Controversy in the “Castle”

by Alyssa DesRochers, Institutional History Division Intern on November 10, 2011

The fierce argument over black slavery in the United States brought contention and hostility to Washington, DC, during the Civil War. One of the main issues that sparked the war in April of 1861, it also caused disagreements among citizens of Washington, the capital city and political center of the nation. Joseph Henry, first Secretary of the Smithsonian, attempted to keep the Institution uninvolved in politics and focused on scientific pursuits. However, located in the heart of the capital, the Smithsonian could not escape the abolition debate. An 1861-1862 lecture series held in the Smithsonian Institution Building or “Castle” opened Henry and the Institution to accusations and criticism, despite Henry’s effort to avoid controversy.

Filled Lecture Hall in the Smithsonian Institution Building, by Unknown, Smithsonian Archives - History Div, SIA2011-2390 or 43804-K.

As the best auditorium in the city of Washington, the Smithsonian Lecture Hall was a highly sought after venue. The large room on the second floor of the “Castle,” seated two thousand people, and had been designed with optimal acoustics and sight lines. The hall was used for Smithsonian sponsored lectures, and was available for use by other organizations upon request. Henry decided who presented in the Lecture Hall and excluded speakers who addressed “any subject connected with sectarianism, discussions in Congress and the political questions of the day,” including divisive issues such as slavery and abolition. By limiting the content of the lectures, Henry intended to separate the Institution from partisan arguments, maintaining the Institution as a nonpolitical and unbiased organization.

Joseph Henry Portrait, by Ulke, Henry, Smithsonian Archives - History Div, 10191or AI-10191.

In 1861, a group of DC citizens formed the Washington Lecture Association (WLA) and petitioned Henry to use the Lecture Hall. Initially Henry denied their request, suspecting that the lecture series would be dominated by abolitionist speakers. Determined to secure the best venue in DC, the WLA applied again for use of the Lecture Hall in December of 1861. Though Henry denied them a second time, the WLA enlisted the help of their friends in government to convince Henry to relent. Among others, Representative Schuyler Colfax and Vice President Hannibal Hamlin, both Regents of the Smithsonian Institution, urged Henry to open the Lecture Hall to the WLA. Pressured by his own Board of Regents, Henry conceded.

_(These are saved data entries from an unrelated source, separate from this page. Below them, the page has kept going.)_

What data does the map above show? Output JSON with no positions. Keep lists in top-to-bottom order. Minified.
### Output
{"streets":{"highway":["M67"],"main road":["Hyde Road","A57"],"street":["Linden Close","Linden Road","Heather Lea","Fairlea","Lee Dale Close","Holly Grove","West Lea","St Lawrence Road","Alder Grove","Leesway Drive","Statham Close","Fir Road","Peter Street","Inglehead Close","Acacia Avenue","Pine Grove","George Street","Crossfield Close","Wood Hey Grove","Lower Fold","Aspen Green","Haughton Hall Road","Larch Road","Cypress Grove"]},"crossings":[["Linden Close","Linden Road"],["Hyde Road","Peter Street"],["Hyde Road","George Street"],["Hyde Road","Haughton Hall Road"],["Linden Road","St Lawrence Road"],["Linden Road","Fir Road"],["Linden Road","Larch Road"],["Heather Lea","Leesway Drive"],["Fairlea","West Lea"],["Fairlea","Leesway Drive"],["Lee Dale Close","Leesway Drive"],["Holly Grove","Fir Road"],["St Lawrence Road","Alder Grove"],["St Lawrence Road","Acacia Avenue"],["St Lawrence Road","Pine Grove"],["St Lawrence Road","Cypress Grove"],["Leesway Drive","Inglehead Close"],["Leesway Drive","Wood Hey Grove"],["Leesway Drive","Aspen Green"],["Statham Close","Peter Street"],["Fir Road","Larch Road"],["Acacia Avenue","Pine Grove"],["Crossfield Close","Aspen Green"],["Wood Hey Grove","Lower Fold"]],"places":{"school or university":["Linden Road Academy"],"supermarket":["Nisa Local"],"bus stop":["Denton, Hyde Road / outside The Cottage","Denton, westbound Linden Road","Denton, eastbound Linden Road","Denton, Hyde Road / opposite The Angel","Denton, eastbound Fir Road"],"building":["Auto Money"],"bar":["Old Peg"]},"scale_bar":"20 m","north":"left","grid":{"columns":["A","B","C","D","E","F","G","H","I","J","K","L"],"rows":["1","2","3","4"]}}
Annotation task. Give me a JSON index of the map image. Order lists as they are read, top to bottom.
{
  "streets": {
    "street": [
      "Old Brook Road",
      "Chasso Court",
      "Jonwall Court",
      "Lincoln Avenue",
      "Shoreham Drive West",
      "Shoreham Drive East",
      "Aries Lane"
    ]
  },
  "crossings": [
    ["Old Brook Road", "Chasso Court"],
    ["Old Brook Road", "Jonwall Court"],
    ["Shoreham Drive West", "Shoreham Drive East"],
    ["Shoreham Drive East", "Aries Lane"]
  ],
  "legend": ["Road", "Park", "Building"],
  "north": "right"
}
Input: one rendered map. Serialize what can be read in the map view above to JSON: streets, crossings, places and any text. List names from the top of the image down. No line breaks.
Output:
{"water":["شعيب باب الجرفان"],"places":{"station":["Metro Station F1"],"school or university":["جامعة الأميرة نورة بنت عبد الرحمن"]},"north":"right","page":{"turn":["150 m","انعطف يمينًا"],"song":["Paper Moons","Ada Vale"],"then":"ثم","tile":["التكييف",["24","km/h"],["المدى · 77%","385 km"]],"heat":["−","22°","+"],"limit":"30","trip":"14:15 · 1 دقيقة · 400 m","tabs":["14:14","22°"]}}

With Henry’s reluctant permission, the WLA held its first lecture of the series on December 13, 1861. From the start, Henry insisted that the Smithsonian Institution be absolved of any connection with the WLA or the lecture topics. The inaugural speaker, writer and abolitionist Orestes A. Brownson, was introduced by WLA President John Pierpont, a clergyman and abolitionist poet. Pierpont opened this and all later lectures with Henry’s disclaimer, proclaiming “I am requested by Professor Henry to announce that the Smithsonian Institution is not in any way responsible for this course of lectures. I do so with pleasure and desire to add that the Washington Lecture Association is in no way responsible for the Smithsonian Institution.”; Washington newspapers that reported on the event noted that the hall filled with laughter at Henry’s expense.

Ralph Waldo Emerson, c. 1875, by Frederick Gutekunst, photograph, National Portrait Gallery, Object number: NPG.77.171.

Including Brownson’s, the WLA presented twenty-two lectures from December 1861 to April 1862. In total, twenty of the twenty-two speakers were known abolitionists, and even the nonpolitical lecturers focused on the issue of slavery. The WLA included Ralph Waldo Emerson, the writer and philosopher, in the series as a literary speaker to mollify Henry’s worry that the series would only feature abolitionists, but even Emerson concentrated on the topic of abolitionism. When the WLA proposed that Frederick Douglass, the leading African American abolitionist, conclude the series, an irritated Henry forbade it.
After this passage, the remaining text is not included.